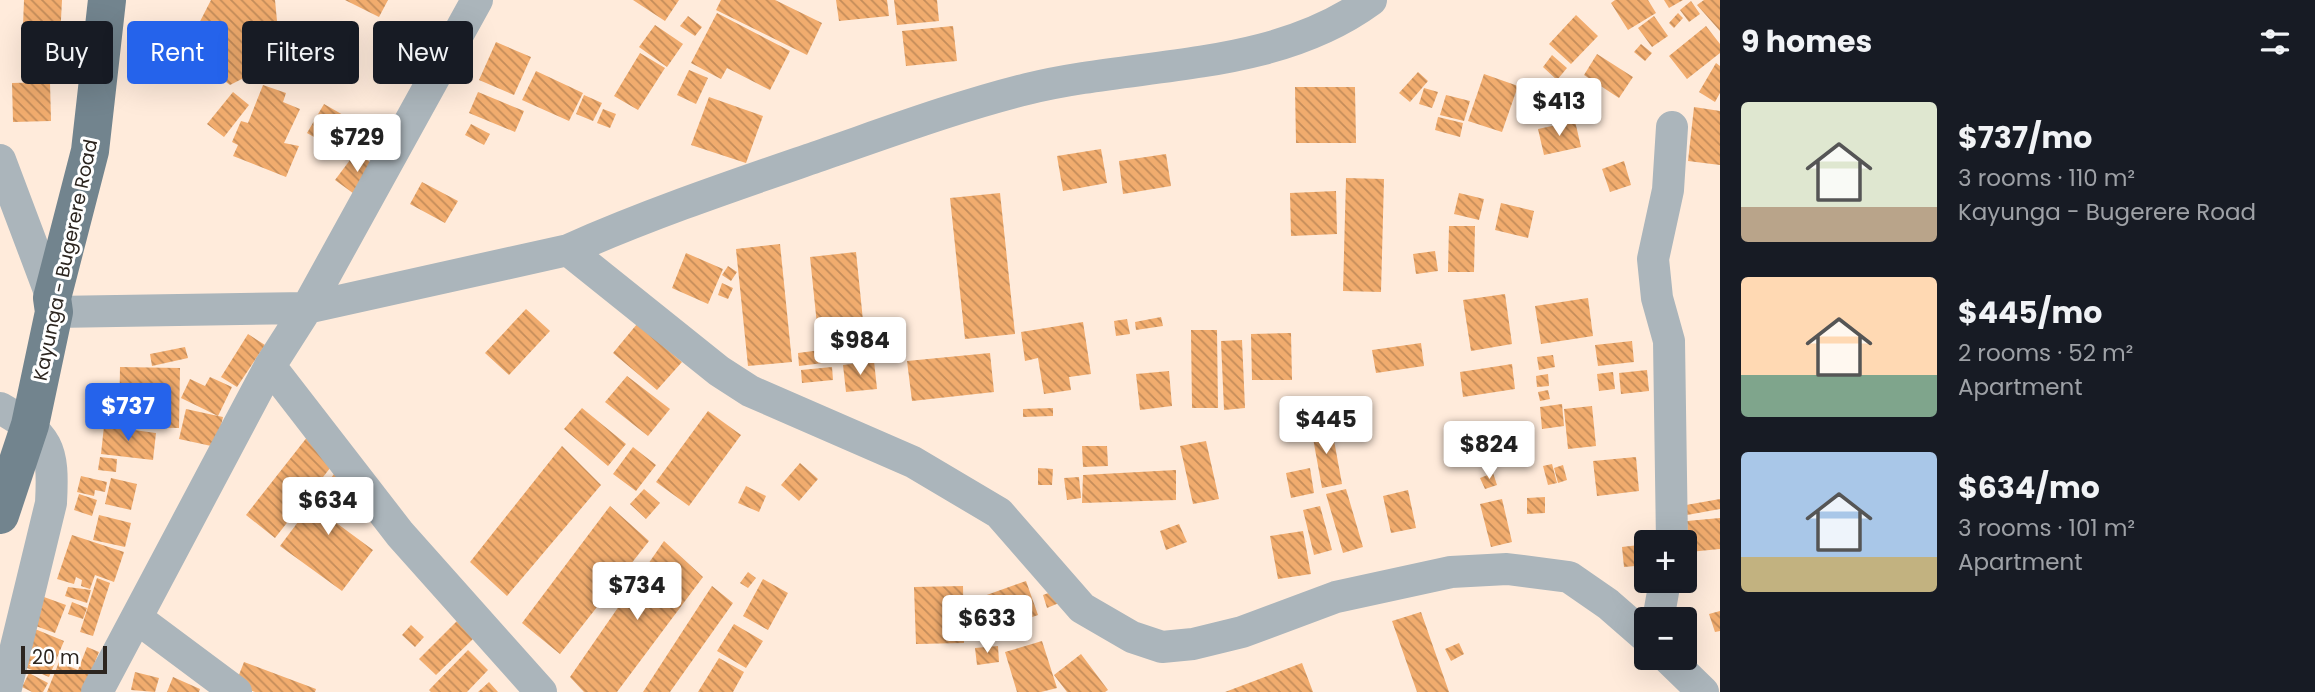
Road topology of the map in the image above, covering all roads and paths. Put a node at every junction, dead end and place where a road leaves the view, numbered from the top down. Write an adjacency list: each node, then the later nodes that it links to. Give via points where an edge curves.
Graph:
1 (107, 0): 7 (main road, Kayunga - Bugerere Road, via 90,151)
2 (477, 0): 8 (street)
3 (1371, 0): 6 (street, via 1311,35 1274,46 1031,88 960,107 678,204)
4 (1672, 127): 12 (street, via 1668,190 1653,259 1657,298 1669,341)
5 (0, 160): 7 (street)
6 (568, 250): 8 (street); 14 (street, via 750,391 913,462 999,513 1082,608 1132,637 1162,647 1193,644 1348,595 1451,572 1507,569 1569,577)
7 (53, 305): 8 (street); 10 (main road, Kayunga - Bugerere Road)
8 (307, 308): 9 (street)
9 (270, 366): 13 (street); 19 (street, via 400,534)
10 (15, 417): 11 (main road, Kayunga - Bugerere Road); 16 (street, via 48,446 52,477 51,503)
11 (0, 514)
12 (1672, 530)
13 (138, 619): 17 (street); 18 (street)
14 (1634, 627)
15 (1680, 670): 20 (street)
16 (5, 692)
17 (97, 692)
18 (236, 692)
19 (541, 692)
20 (1703, 692)

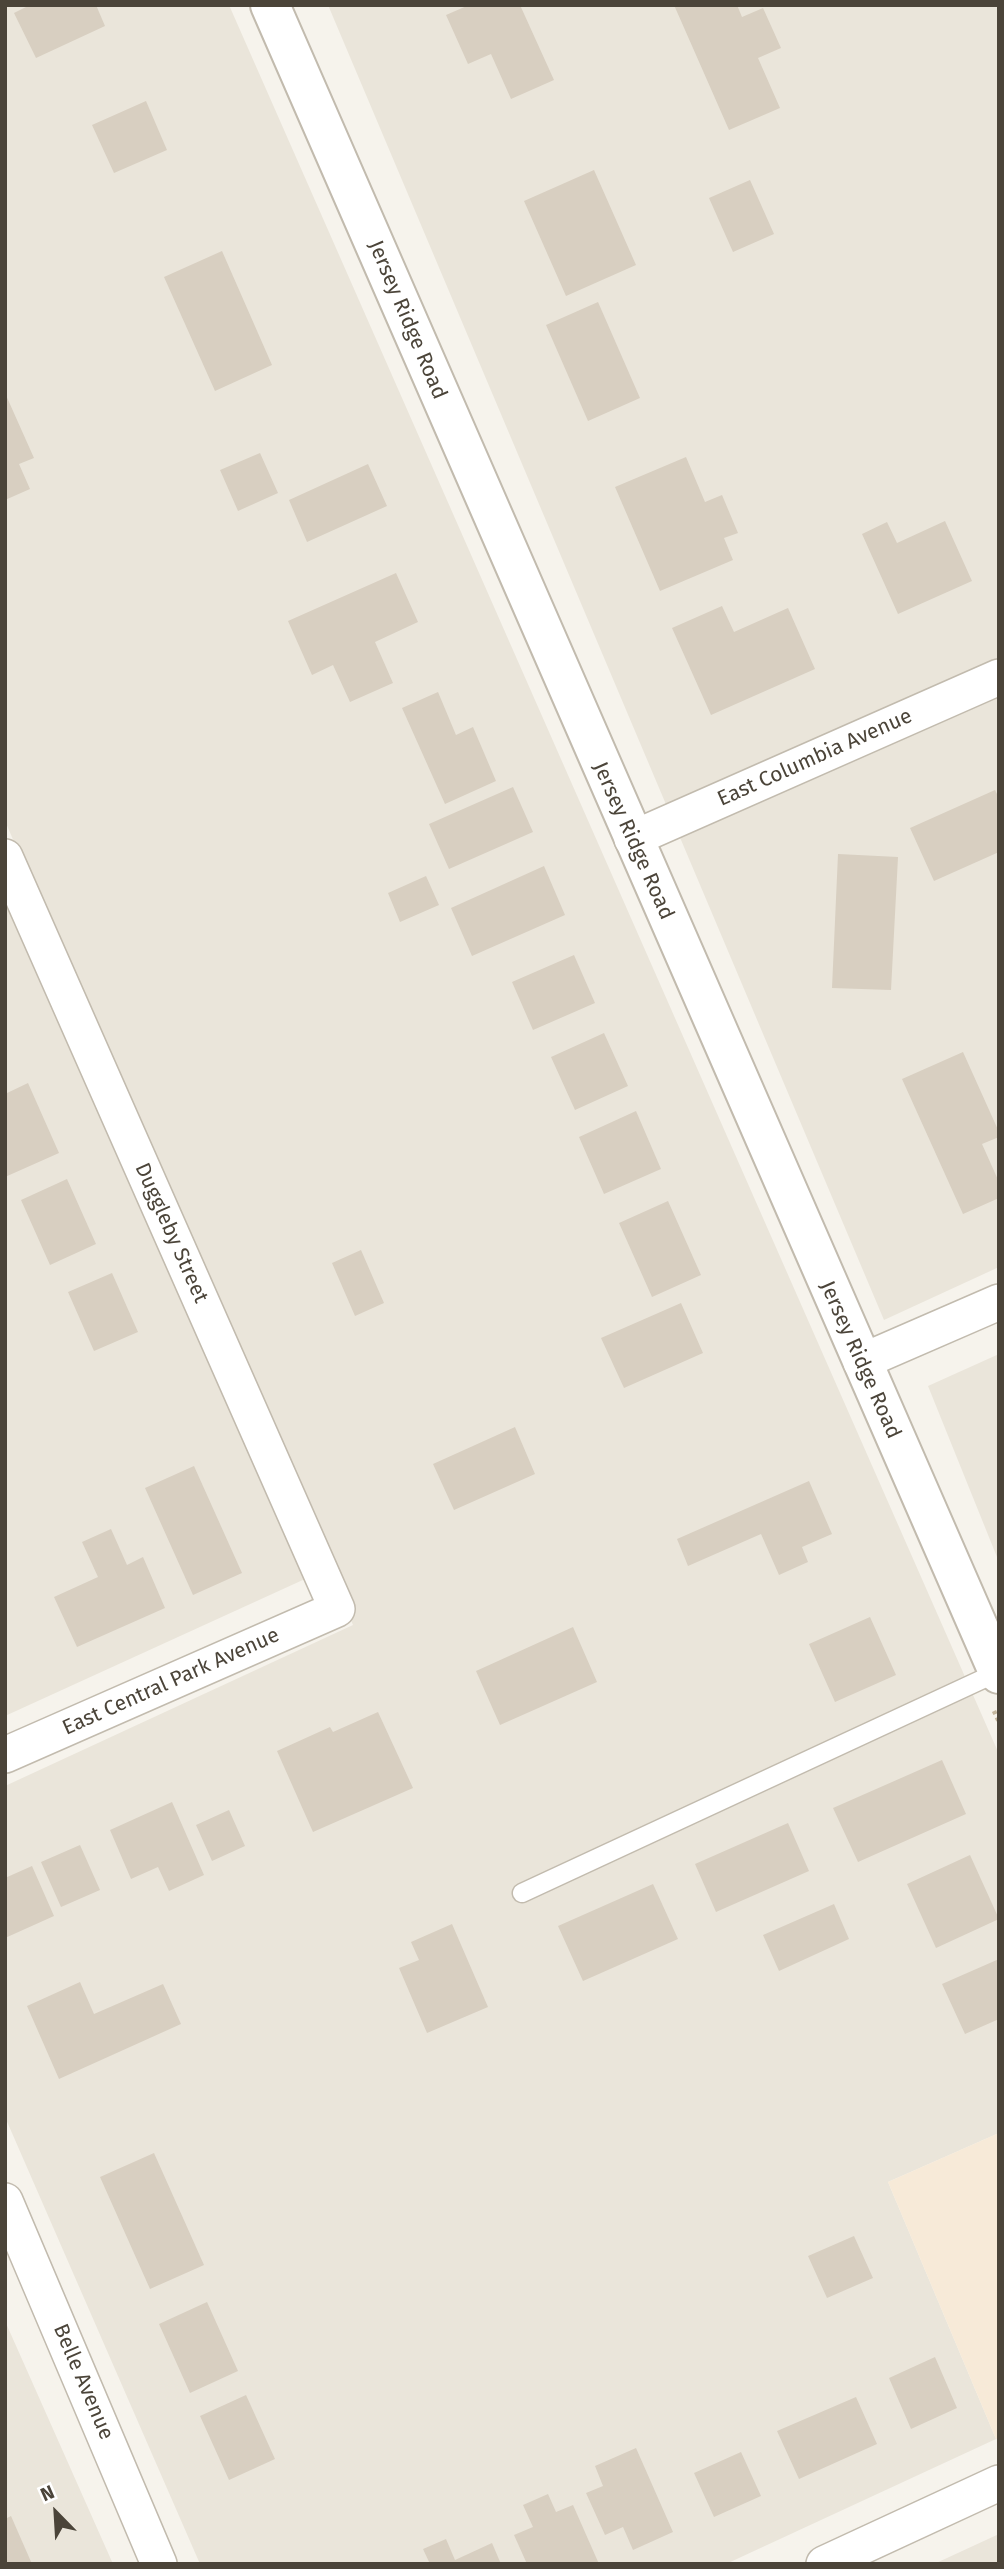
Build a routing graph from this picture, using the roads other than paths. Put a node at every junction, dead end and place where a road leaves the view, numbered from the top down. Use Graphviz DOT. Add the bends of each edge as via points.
graph roads {
  1 [pos="270,5"];
  2 [pos="999,677"];
  3 [pos="632,839"];
  4 [pos="5,857"];
  5 [pos="999,1302"];
  6 [pos="861,1362"];
  7 [pos="337,1609"];
  8 [pos="998,1673"];
  9 [pos="5,1755"];
  10 [pos="522,1893"];
  11 [pos="5,2201"];
  12 [pos="999,2483"];
  13 [pos="159,2564"];
  14 [pos="824,2564"];
  1 -- 3 [label="street, Jersey Ridge Road"];
  2 -- 3 [label="street, East Columbia Avenue"];
  3 -- 6 [label="street, Jersey Ridge Road"];
  4 -- 7 [label="street, Duggleby Street"];
  5 -- 6 [label="street"];
  6 -- 8 [label="street, Jersey Ridge Road"];
  7 -- 9 [label="street, East Central Park Avenue"];
  8 -- 10 [label="lane"];
  11 -- 13 [label="street, Belle Avenue"];
  12 -- 14 [label="street"];
}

■ **Assigned task**:
Pictures are to be dropped; every line of the records is to be returned unchanged.

■ **Expected answer**:
Road topology of the map in the image above, covering all roads and paths. Put a node at every junction, dead end and place where a road leaves the view, numbered from the top down. Write an adjacency list: each node, then the later nodes that it links to. Give via points where an edge curves.
Graph:
1 (107, 0): 7 (main road, Kayunga - Bugerere Road, via 90,151)
2 (477, 0): 8 (street)
3 (1371, 0): 6 (street, via 1311,35 1274,46 1031,88 960,107 678,204)
4 (1672, 127): 12 (street, via 1668,190 1653,259 1657,298 1669,341)
5 (0, 160): 7 (street)
6 (568, 250): 8 (street); 14 (street, via 750,391 913,462 999,513 1082,608 1132,637 1162,647 1193,644 1348,595 1451,572 1507,569 1569,577)
7 (53, 305): 8 (street); 10 (main road, Kayunga - Bugerere Road)
8 (307, 308): 9 (street)
9 (270, 366): 13 (street); 19 (street, via 400,534)
10 (15, 417): 11 (main road, Kayunga - Bugerere Road); 16 (street, via 48,446 52,477 51,503)
11 (0, 514)
12 (1672, 530)
13 (138, 619): 17 (street); 18 (street)
14 (1634, 627)
15 (1680, 670): 20 (street)
16 (5, 692)
17 (97, 692)
18 (236, 692)
19 (541, 692)
20 (1703, 692)

Build a routing graph from this picture, using the roads other than paths. Put a node at every junction, dead end and place where a road leaves the view, numbered from the top down. Use Graphviz DOT. Add the bends of each edge as via points.
graph roads {
  1 [pos="270,5"];
  2 [pos="999,677"];
  3 [pos="632,839"];
  4 [pos="5,857"];
  5 [pos="999,1302"];
  6 [pos="861,1362"];
  7 [pos="337,1609"];
  8 [pos="998,1673"];
  9 [pos="5,1755"];
  10 [pos="522,1893"];
  11 [pos="5,2201"];
  12 [pos="999,2483"];
  13 [pos="159,2564"];
  14 [pos="824,2564"];
  1 -- 3 [label="street, Jersey Ridge Road"];
  2 -- 3 [label="street, East Columbia Avenue"];
  3 -- 6 [label="street, Jersey Ridge Road"];
  4 -- 7 [label="street, Duggleby Street"];
  5 -- 6 [label="street"];
  6 -- 8 [label="street, Jersey Ridge Road"];
  7 -- 9 [label="street, East Central Park Avenue"];
  8 -- 10 [label="lane"];
  11 -- 13 [label="street, Belle Avenue"];
  12 -- 14 [label="street"];
}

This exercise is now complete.